By Daniel K., Age 14

   

     The NEAT neuroevolution algorithm is a more advanced method of machine learning. Rather than creating multiple organisms and attempting to create newer versions of them until one succeeds by chance (like in evolution), NEAT adds a reward value to desirable actions and attempts to emulate human learning by slightly altering the neural network to do more actions that result in a reward. Unlike evolution-based learning, NEAT only has to simulate one neural network at a time.

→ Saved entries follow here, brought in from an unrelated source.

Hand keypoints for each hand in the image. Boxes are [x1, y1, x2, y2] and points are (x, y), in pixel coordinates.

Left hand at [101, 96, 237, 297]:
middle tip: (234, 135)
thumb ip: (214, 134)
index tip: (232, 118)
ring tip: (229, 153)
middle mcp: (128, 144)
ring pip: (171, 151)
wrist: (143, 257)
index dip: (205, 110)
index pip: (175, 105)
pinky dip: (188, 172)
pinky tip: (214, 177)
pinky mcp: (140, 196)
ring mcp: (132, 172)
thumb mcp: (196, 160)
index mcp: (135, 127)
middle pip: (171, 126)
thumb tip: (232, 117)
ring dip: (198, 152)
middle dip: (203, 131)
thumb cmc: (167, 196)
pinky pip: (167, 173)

     To understand the way NEAT works, we first need to talk about neural networks. Neural networks are the basis of machine learning and try to simulate a simplified human brain. Neural networks consist of a single input layer and a single output layer of neurons. The input neurons are connected to the second layer of neurons by several connections with different weights (how much of the signal the connection transmits). The second layer connects with a third layer and so on until the network reaches the output neurons. The input neurons are activated depending on the input data (image HSV values, text codes, and so on). The neural network then processes the data using its hidden layers of neurons until all neuron values are processed. The values of the output neurons then get processed. If a neuron is semi-activated, the activation can be interpreted as the certainty of the neural network that its output is correct.

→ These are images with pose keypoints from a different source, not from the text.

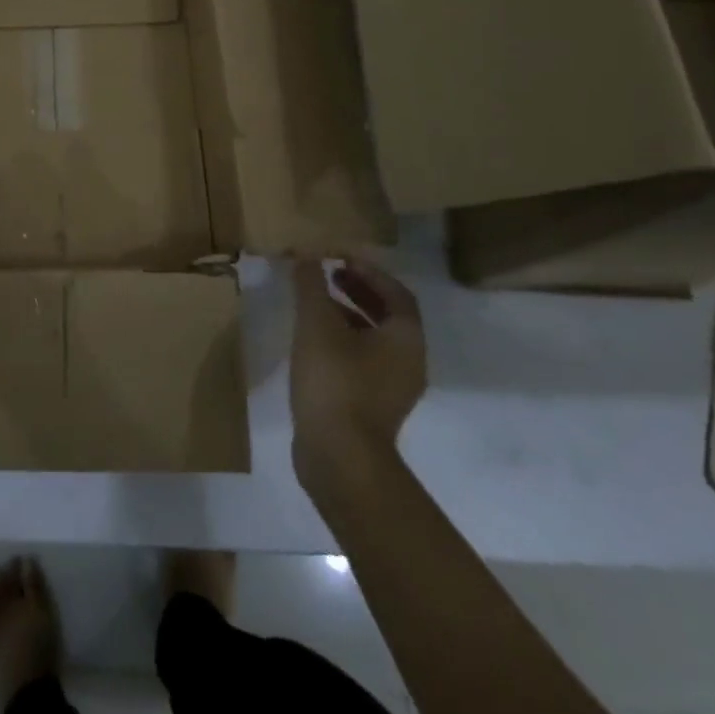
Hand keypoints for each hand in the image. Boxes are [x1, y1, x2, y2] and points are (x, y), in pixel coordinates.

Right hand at [289, 255, 426, 499]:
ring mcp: (391, 388)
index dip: (369, 271)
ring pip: (373, 340)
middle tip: (328, 273)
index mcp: (405, 339)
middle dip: (358, 290)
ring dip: (347, 315)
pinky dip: (341, 341)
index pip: (397, 293)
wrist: (340, 457)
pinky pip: (362, 361)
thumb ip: (312, 286)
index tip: (340, 257)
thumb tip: (306, 255)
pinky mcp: (371, 407)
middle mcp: (407, 362)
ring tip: (314, 303)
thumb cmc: (335, 381)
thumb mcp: (317, 324)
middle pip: (388, 316)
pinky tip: (311, 341)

     The evolution method starts out with multiple neural networks and removes those that underperform, ‘breeding’ those that succeed. However, NEAT only includes one neural network and starts out with all connection weights activated. Whenever the AI performs a task that is seen as successful, it gets a reward or punishment represented by a number. A positive number represents a reward and a negative number represents a punishment. The magnitude of the number determines how good the reward is, kind of like a points system. Usually when humans or animals receive a reward, whatever it might be, they want to do more of the thing that led to them getting a reward. When they get punished, the opposite happens and the human or animal does less of the thing that led to them getting punished. We can simulate this using NEAT.

     

Whenever the AI gets a reward, we can ‘teach’ it to do more of the thing that gave it a reward by looking at the neurons that got stimulated the most, effectively singling all of the neurons that led to the AI getting the reward, and amplify the weight of the connections of the stimulated neurons. The increased weight or transmissivity of the neurons increases the chance that the AI will do tasks that give it a reward in the future. We can also do the opposite to simulate a punishment and decrease the weights of the neurons that caused the AI to get punished.

     Everything I just described happens live as soon as the AI gets rewarded or punished, which means that the AI can get better at doing things without having to restart it or the simulation. This also means that the AI can progressively get better at whatever it was made to do in production without having to pause to receive updates.